As a young man in sixteenth-century Cremona, Italy, Clemente belongs to a cult headed by a "magician" named Alberto Fortuno. Fortuno and his followers worship Azazel*, "one of the great elder gods." According to Fortuno, the "False One" has imprisoned Azazel and it is their duty to set him free. During a ceremony replete with chanting, incense, and animal sacrifice, Fortuno drinks blood from a sacrificial goat and then, blindfolded in a darkened chamber, he draws the plans for a "device capable of opening doors to the unseen world," an act Clemente describes as the counterpart to the revelation of the plans for the Ark of the Covenant. When the drawing is complete, Furtuno announces:

“Brothers! See now! We will build an instrument that shall resonate through out the heavens. As the False One brought His creation into being with a single spoken sentence, we shall become its master’s with a single played song. It speaks with the voice of a human and will clear the way for our Lord Azazel. We are to call it—the violin.”

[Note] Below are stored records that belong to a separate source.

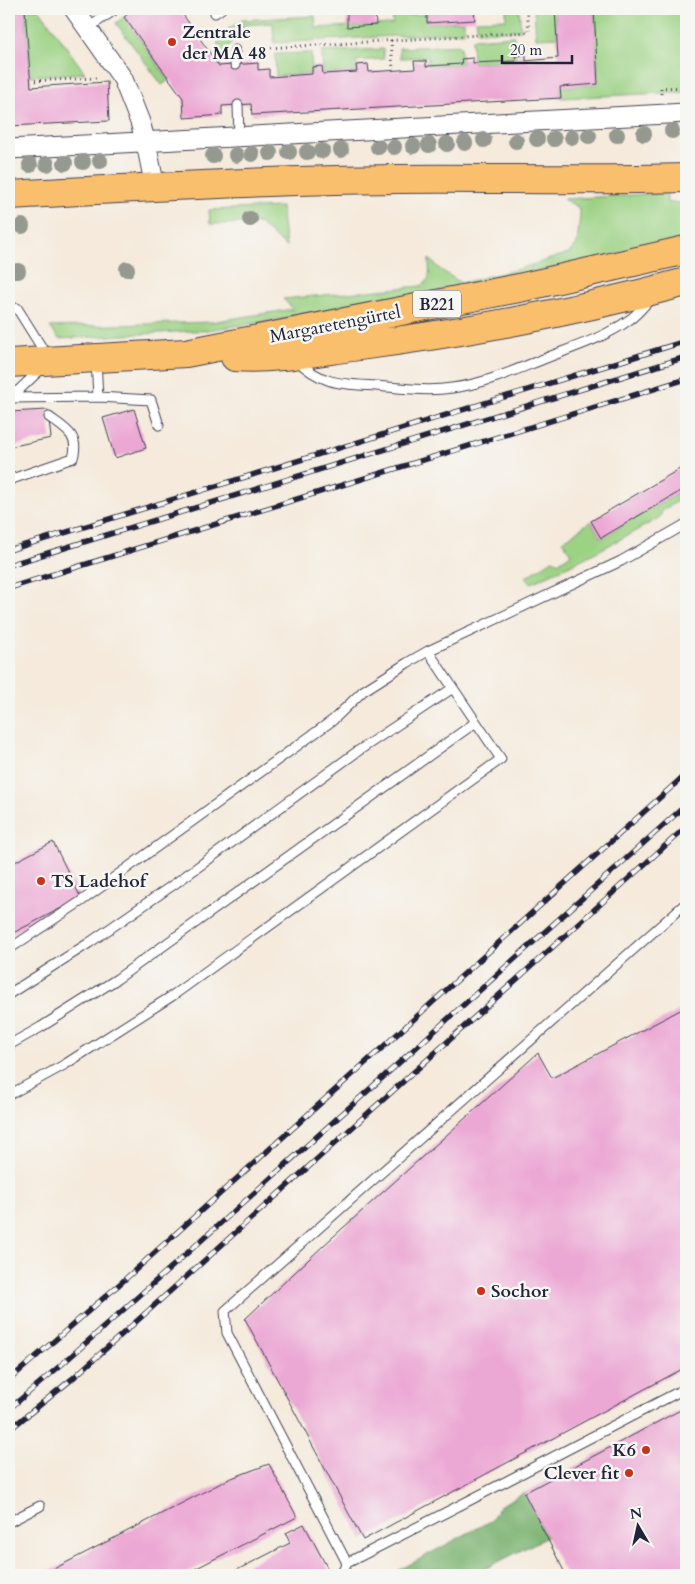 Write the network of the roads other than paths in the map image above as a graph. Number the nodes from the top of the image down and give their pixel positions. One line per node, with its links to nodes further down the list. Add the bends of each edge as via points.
1 (74, 9): 3 (street)
2 (116, 9): 3 (lane)
3 (88, 28): 9 (street, via 121,76)
4 (235, 50): 5 (lane)
5 (235, 65)
6 (238, 105): 8 (lane)
7 (686, 113): 8 (street)
8 (239, 138): 9 (street)
9 (146, 143): 10 (street); 12 (street)
10 (9, 149)
11 (686, 178): 12 (main road, via 390,179)
12 (155, 188): 13 (main road)
13 (9, 195)
14 (686, 250): 18 (main road, Margaretengürtel / B221, via 519,288)
15 (686, 282): 16 (main road, B221)
16 (660, 289): 19 (main road, B221, via 412,339); 19 (lane, via 631,319 612,331 498,376 451,389 344,384 324,379 308,370)
17 (17, 308): 21 (lane)
18 (186, 354): 19 (main road, B221, via 244,358); 20 (main road, Margaretengürtel / B221)
19 (293, 355)
20 (96, 358): 21 (main road, Margaretengürtel / B221); 24 (lane)
21 (50, 361): 22 (main road, Margaretengürtel / B221); 23 (lane)
22 (9, 363)
23 (9, 396): 24 (lane)
24 (98, 397): 26 (lane, via 151,400)
25 (49, 417): 27 (lane, via 70,433 76,448 73,458)
26 (159, 424)
27 (9, 480)
28 (686, 524): 29 (lane, via 621,561)
29 (428, 651): 30 (lane); 33 (lane, via 363,691 333,720 80,902)
30 (453, 688): 31 (lane); 34 (lane, via 358,751 89,943)
31 (476, 722): 35 (lane, via 117,979); 36 (lane, via 501,759 172,996 64,1065)
32 (686, 903): 40 (lane, via 225,1311 227,1333)
33 (9, 949)
34 (9, 994)
35 (9, 1045)
36 (9, 1095)
37 (686, 1388): 40 (lane)
38 (40, 1506): 39 (lane)
39 (9, 1522)
40 (347, 1563): 41 (lane)
41 (341, 1575) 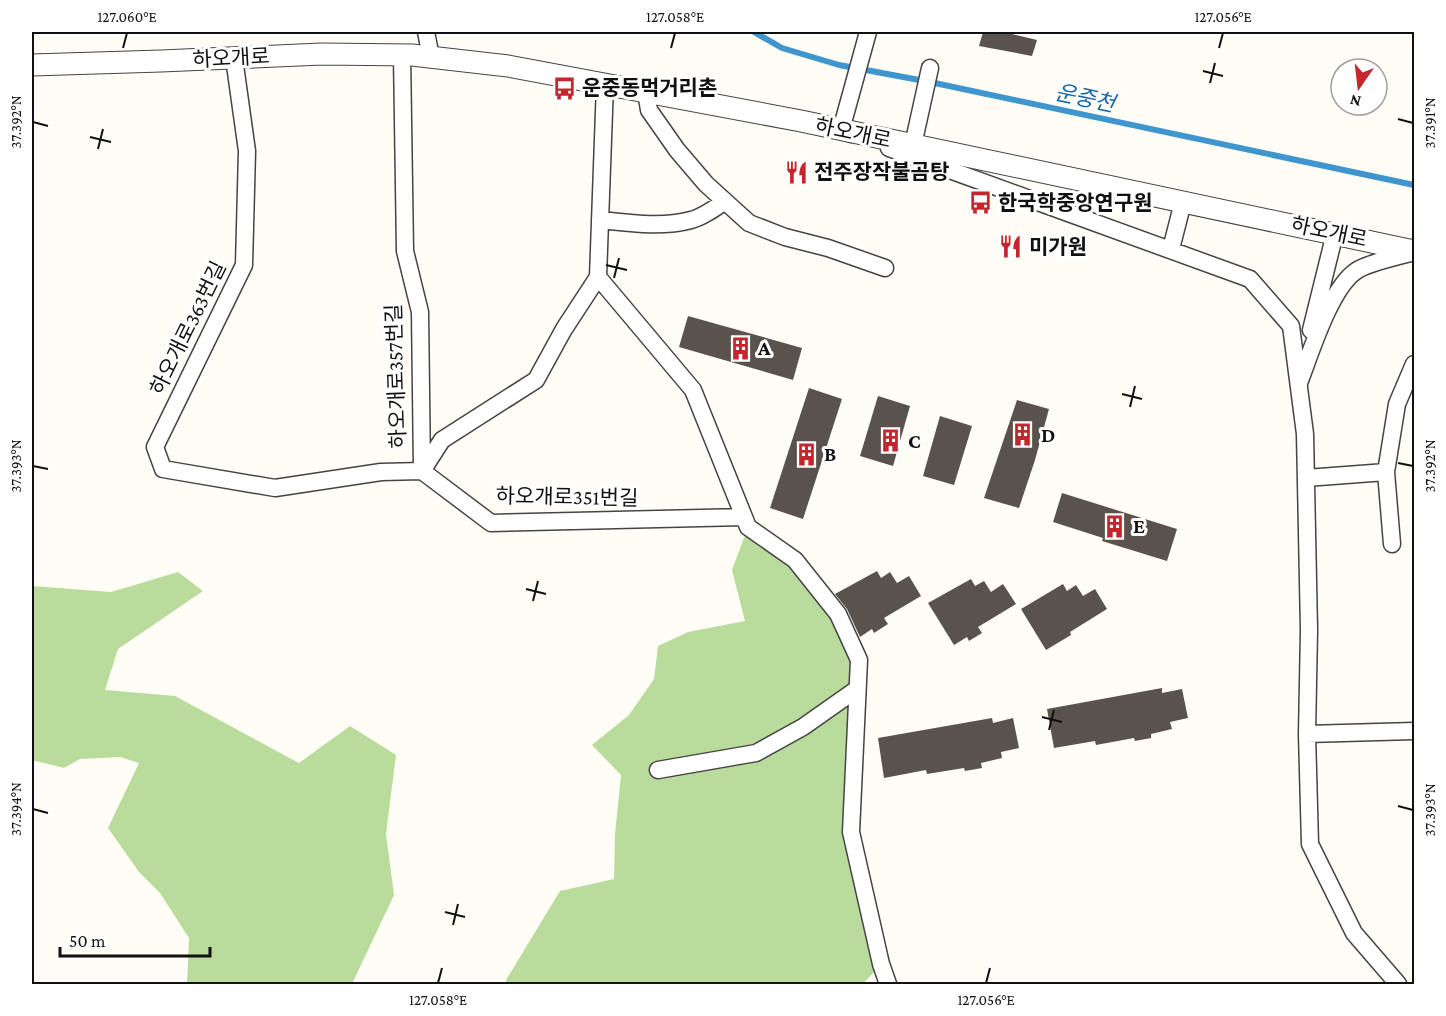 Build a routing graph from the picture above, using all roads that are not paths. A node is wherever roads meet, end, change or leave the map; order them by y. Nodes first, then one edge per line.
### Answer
1 (426, 32) edge
2 (868, 32) edge
3 (402, 55) junction
4 (431, 57) junction
5 (234, 58) junction
6 (32, 65) edge
7 (930, 68) dead end
8 (605, 84) junction
9 (646, 92) junction
10 (841, 130) junction
11 (913, 145) junction
12 (724, 201) junction
13 (1183, 202) junction
14 (600, 220) junction
15 (1335, 233) junction
16 (1171, 249) junction
17 (1414, 251) edge
18 (885, 268) dead end
19 (598, 277) junction
20 (1414, 364) edge
21 (1299, 384) junction
22 (163, 469) joint
23 (422, 471) junction
24 (1386, 472) junction
25 (1306, 478) junction
26 (744, 517) junction
27 (1392, 544) dead end
28 (857, 689) junction
29 (1414, 731) edge
30 (1396, 732) junction
31 (1307, 734) junction
32 (1414, 744) edge
33 (658, 770) dead end
34 (888, 984) edge
35 (1398, 984) edge

1 - 4 street
2 - 10 street
3 - 4 street, 하오개로
3 - 5 street, 하오개로
3 - 23 street, 하오개로357번길
4 - 8 street, 하오개로
5 - 6 street, 하오개로
5 - 22 street, 하오개로363번길
7 - 11 street
8 - 9 street, 하오개로
8 - 14 street
9 - 10 street, 하오개로
9 - 12 street
10 - 11 street, 하오개로
10 - 16 street
11 - 13 street, 하오개로
12 - 14 street
12 - 18 street
13 - 15 street, 하오개로
13 - 16 street
14 - 19 street
15 - 17 street, 하오개로
15 - 21 street
16 - 21 street
17 - 21 street
19 - 23 street
19 - 26 street
20 - 24 street
21 - 25 street
22 - 23 street, 하오개로357번길
23 - 26 street, 하오개로351번길
24 - 25 street
24 - 27 street
25 - 31 street
26 - 28 street
28 - 33 street
28 - 34 street
29 - 30 street
30 - 31 street
30 - 32 street
31 - 35 street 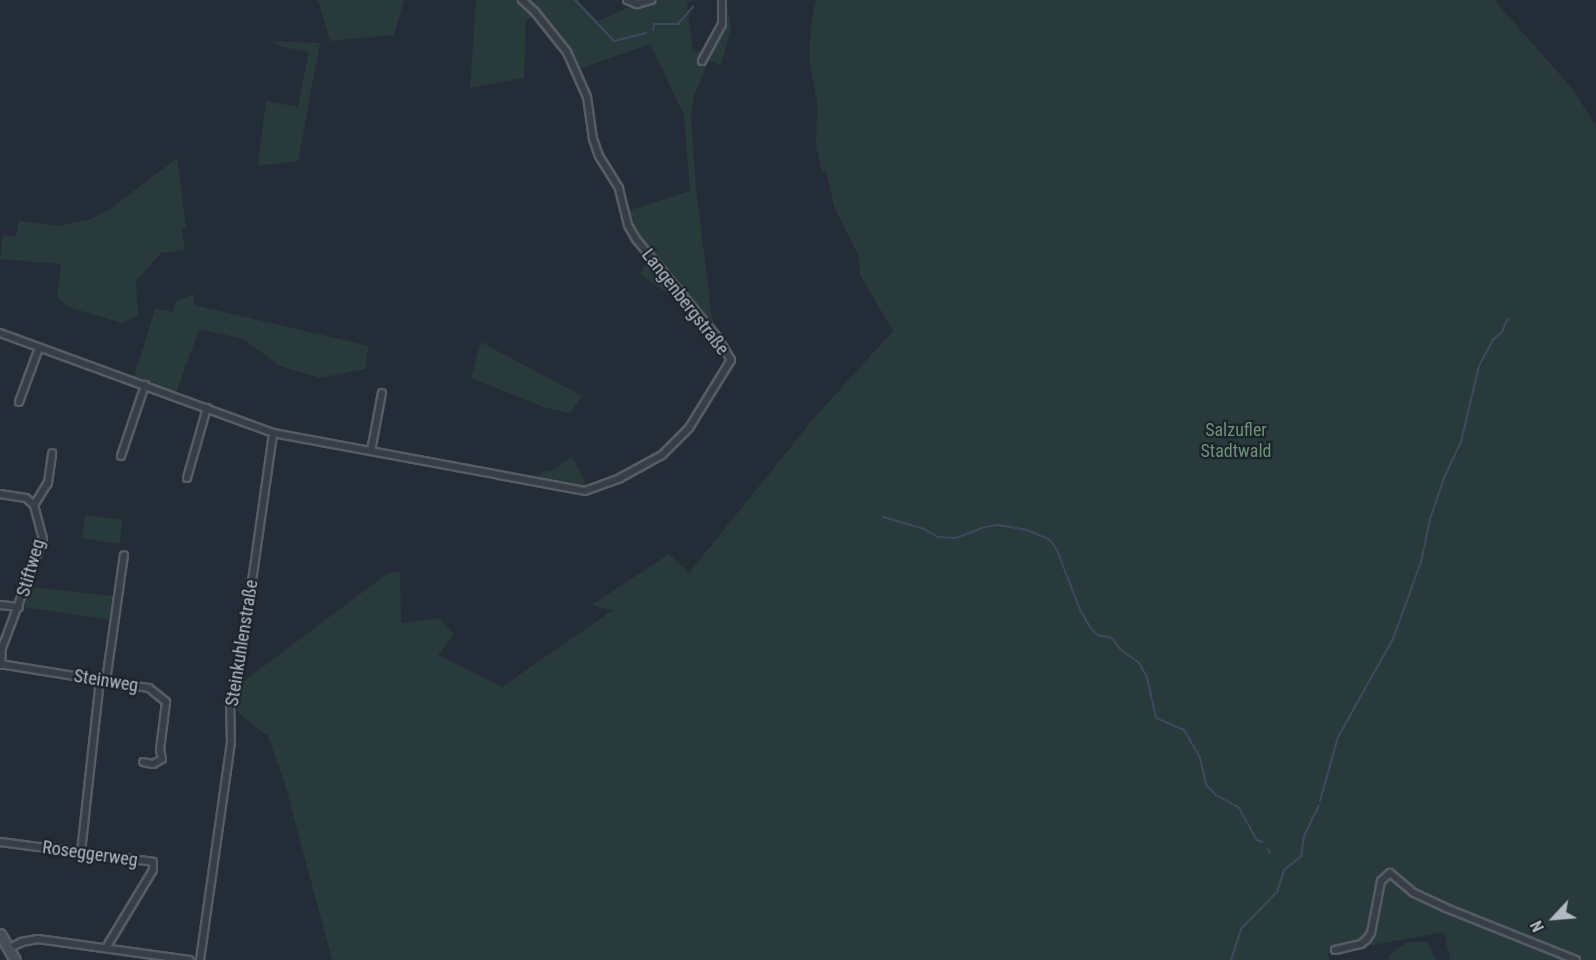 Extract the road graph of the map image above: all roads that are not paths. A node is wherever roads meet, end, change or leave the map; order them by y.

Fortuno chooses Clemente and Marcus Vicente--the nephew of the carpenter Guiseppe Amati--to build the violin. When complete, Fortuno organizes a ceremony on a hilltop outside Cremona to "baptize" the new instrument with the blood of "corrupted innocence." According to Fortuno, the spirits of the fallen will enter the instrument when it is baptized and these spirits will seek out the right person to play the violin and free Azazel. As the crowd calls the fallen angels by name, Clemente feels chilled and then his heart skips a beat when the sacrificial victim—a young girl whom he has seen and admired in the market—is bound to the altar. Fortuno chooses Vicente to corrupt the girl but the "honor" is short-lived as Fortuno drives a spike through both Vicente and the girl and uses Vicente's blood to mark the instrument. The ceremony opens Clemente's eyes.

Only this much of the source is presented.